■ **How to complete this task**: Write down the whole listing below again without changing a word.

■ **Data to use**:

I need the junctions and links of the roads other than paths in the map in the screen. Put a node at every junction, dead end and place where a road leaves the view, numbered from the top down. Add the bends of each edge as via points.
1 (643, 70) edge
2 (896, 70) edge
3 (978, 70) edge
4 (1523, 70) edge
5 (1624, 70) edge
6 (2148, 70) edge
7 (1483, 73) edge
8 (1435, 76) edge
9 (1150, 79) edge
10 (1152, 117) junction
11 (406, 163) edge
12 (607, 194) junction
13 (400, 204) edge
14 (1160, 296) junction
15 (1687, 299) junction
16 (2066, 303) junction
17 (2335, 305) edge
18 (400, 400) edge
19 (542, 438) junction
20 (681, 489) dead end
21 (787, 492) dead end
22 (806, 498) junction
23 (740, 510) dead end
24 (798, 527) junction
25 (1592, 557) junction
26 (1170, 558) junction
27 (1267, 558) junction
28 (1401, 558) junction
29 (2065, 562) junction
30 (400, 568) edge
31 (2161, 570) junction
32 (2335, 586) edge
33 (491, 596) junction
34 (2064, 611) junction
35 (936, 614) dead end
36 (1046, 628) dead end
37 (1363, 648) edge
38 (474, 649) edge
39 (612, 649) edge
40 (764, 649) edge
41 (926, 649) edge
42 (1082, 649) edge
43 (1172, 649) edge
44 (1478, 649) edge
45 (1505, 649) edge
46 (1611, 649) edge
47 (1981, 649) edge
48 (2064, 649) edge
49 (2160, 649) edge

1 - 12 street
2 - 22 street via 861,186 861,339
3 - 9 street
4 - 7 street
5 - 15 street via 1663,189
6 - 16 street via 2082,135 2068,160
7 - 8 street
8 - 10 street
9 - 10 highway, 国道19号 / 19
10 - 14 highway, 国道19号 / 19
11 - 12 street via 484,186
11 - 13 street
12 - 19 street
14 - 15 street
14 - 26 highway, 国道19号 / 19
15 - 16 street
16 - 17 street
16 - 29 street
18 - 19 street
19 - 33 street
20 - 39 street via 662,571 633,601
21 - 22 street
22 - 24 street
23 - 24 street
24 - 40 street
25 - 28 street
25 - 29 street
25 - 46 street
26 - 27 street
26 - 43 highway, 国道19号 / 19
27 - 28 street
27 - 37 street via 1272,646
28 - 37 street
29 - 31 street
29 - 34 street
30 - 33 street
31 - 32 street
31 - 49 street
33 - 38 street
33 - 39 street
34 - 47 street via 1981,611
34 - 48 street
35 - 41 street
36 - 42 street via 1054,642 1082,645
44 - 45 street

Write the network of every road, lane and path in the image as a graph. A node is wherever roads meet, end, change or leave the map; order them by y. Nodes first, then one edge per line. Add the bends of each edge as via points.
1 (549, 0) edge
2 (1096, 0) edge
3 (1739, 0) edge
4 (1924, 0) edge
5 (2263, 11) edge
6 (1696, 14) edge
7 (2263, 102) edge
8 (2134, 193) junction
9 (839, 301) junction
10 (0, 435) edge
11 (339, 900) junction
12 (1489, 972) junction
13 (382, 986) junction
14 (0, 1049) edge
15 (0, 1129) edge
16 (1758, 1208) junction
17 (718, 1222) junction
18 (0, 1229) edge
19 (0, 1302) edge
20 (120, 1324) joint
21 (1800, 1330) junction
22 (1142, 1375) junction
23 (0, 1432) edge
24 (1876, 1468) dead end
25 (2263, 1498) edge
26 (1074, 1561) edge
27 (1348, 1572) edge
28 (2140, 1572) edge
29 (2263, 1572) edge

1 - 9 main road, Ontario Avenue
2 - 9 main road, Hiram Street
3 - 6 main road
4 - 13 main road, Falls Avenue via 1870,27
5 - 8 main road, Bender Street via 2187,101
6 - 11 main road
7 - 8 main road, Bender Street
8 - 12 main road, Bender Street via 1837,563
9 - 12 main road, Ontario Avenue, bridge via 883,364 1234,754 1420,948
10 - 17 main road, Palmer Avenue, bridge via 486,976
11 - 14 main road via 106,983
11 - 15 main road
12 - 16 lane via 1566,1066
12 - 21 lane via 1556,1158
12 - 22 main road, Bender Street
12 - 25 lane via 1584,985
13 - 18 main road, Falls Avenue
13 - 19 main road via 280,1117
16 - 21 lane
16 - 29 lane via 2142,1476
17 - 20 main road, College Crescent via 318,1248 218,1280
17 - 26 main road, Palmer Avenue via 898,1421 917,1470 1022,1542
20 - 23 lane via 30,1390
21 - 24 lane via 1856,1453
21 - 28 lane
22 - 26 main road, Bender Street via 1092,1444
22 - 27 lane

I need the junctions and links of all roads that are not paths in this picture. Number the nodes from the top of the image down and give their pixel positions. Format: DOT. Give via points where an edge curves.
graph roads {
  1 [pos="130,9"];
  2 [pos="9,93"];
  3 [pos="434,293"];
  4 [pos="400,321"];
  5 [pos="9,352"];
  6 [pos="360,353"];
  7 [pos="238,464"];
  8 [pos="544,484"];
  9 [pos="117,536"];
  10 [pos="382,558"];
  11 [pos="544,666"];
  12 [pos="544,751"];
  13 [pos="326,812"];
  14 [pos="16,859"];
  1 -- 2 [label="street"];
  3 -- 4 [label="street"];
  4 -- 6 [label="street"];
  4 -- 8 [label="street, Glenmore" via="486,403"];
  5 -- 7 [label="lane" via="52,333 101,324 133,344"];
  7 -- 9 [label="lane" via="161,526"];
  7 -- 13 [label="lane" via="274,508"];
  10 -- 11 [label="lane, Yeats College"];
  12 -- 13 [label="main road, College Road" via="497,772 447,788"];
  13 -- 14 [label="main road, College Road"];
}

■ **Output for this task**:
I need the junctions and links of the roads other than paths in the map in the screen. Put a node at every junction, dead end and place where a road leaves the view, numbered from the top down. Add the bends of each edge as via points.
1 (643, 70) edge
2 (896, 70) edge
3 (978, 70) edge
4 (1523, 70) edge
5 (1624, 70) edge
6 (2148, 70) edge
7 (1483, 73) edge
8 (1435, 76) edge
9 (1150, 79) edge
10 (1152, 117) junction
11 (406, 163) edge
12 (607, 194) junction
13 (400, 204) edge
14 (1160, 296) junction
15 (1687, 299) junction
16 (2066, 303) junction
17 (2335, 305) edge
18 (400, 400) edge
19 (542, 438) junction
20 (681, 489) dead end
21 (787, 492) dead end
22 (806, 498) junction
23 (740, 510) dead end
24 (798, 527) junction
25 (1592, 557) junction
26 (1170, 558) junction
27 (1267, 558) junction
28 (1401, 558) junction
29 (2065, 562) junction
30 (400, 568) edge
31 (2161, 570) junction
32 (2335, 586) edge
33 (491, 596) junction
34 (2064, 611) junction
35 (936, 614) dead end
36 (1046, 628) dead end
37 (1363, 648) edge
38 (474, 649) edge
39 (612, 649) edge
40 (764, 649) edge
41 (926, 649) edge
42 (1082, 649) edge
43 (1172, 649) edge
44 (1478, 649) edge
45 (1505, 649) edge
46 (1611, 649) edge
47 (1981, 649) edge
48 (2064, 649) edge
49 (2160, 649) edge

1 - 12 street
2 - 22 street via 861,186 861,339
3 - 9 street
4 - 7 street
5 - 15 street via 1663,189
6 - 16 street via 2082,135 2068,160
7 - 8 street
8 - 10 street
9 - 10 highway, 国道19号 / 19
10 - 14 highway, 国道19号 / 19
11 - 12 street via 484,186
11 - 13 street
12 - 19 street
14 - 15 street
14 - 26 highway, 国道19号 / 19
15 - 16 street
16 - 17 street
16 - 29 street
18 - 19 street
19 - 33 street
20 - 39 street via 662,571 633,601
21 - 22 street
22 - 24 street
23 - 24 street
24 - 40 street
25 - 28 street
25 - 29 street
25 - 46 street
26 - 27 street
26 - 43 highway, 国道19号 / 19
27 - 28 street
27 - 37 street via 1272,646
28 - 37 street
29 - 31 street
29 - 34 street
30 - 33 street
31 - 32 street
31 - 49 street
33 - 38 street
33 - 39 street
34 - 47 street via 1981,611
34 - 48 street
35 - 41 street
36 - 42 street via 1054,642 1082,645
44 - 45 street

Write the network of every road, lane and path in the image as a graph. A node is wherever roads meet, end, change or leave the map; order them by y. Nodes first, then one edge per line. Add the bends of each edge as via points.
1 (549, 0) edge
2 (1096, 0) edge
3 (1739, 0) edge
4 (1924, 0) edge
5 (2263, 11) edge
6 (1696, 14) edge
7 (2263, 102) edge
8 (2134, 193) junction
9 (839, 301) junction
10 (0, 435) edge
11 (339, 900) junction
12 (1489, 972) junction
13 (382, 986) junction
14 (0, 1049) edge
15 (0, 1129) edge
16 (1758, 1208) junction
17 (718, 1222) junction
18 (0, 1229) edge
19 (0, 1302) edge
20 (120, 1324) joint
21 (1800, 1330) junction
22 (1142, 1375) junction
23 (0, 1432) edge
24 (1876, 1468) dead end
25 (2263, 1498) edge
26 (1074, 1561) edge
27 (1348, 1572) edge
28 (2140, 1572) edge
29 (2263, 1572) edge

1 - 9 main road, Ontario Avenue
2 - 9 main road, Hiram Street
3 - 6 main road
4 - 13 main road, Falls Avenue via 1870,27
5 - 8 main road, Bender Street via 2187,101
6 - 11 main road
7 - 8 main road, Bender Street
8 - 12 main road, Bender Street via 1837,563
9 - 12 main road, Ontario Avenue, bridge via 883,364 1234,754 1420,948
10 - 17 main road, Palmer Avenue, bridge via 486,976
11 - 14 main road via 106,983
11 - 15 main road
12 - 16 lane via 1566,1066
12 - 21 lane via 1556,1158
12 - 22 main road, Bender Street
12 - 25 lane via 1584,985
13 - 18 main road, Falls Avenue
13 - 19 main road via 280,1117
16 - 21 lane
16 - 29 lane via 2142,1476
17 - 20 main road, College Crescent via 318,1248 218,1280
17 - 26 main road, Palmer Avenue via 898,1421 917,1470 1022,1542
20 - 23 lane via 30,1390
21 - 24 lane via 1856,1453
21 - 28 lane
22 - 26 main road, Bender Street via 1092,1444
22 - 27 lane

I need the junctions and links of all roads that are not paths in this picture. Number the nodes from the top of the image down and give their pixel positions. Format: DOT. Give via points where an edge curves.
graph roads {
  1 [pos="130,9"];
  2 [pos="9,93"];
  3 [pos="434,293"];
  4 [pos="400,321"];
  5 [pos="9,352"];
  6 [pos="360,353"];
  7 [pos="238,464"];
  8 [pos="544,484"];
  9 [pos="117,536"];
  10 [pos="382,558"];
  11 [pos="544,666"];
  12 [pos="544,751"];
  13 [pos="326,812"];
  14 [pos="16,859"];
  1 -- 2 [label="street"];
  3 -- 4 [label="street"];
  4 -- 6 [label="street"];
  4 -- 8 [label="street, Glenmore" via="486,403"];
  5 -- 7 [label="lane" via="52,333 101,324 133,344"];
  7 -- 9 [label="lane" via="161,526"];
  7 -- 13 [label="lane" via="274,508"];
  10 -- 11 [label="lane, Yeats College"];
  12 -- 13 [label="main road, College Road" via="497,772 447,788"];
  13 -- 14 [label="main road, College Road"];
}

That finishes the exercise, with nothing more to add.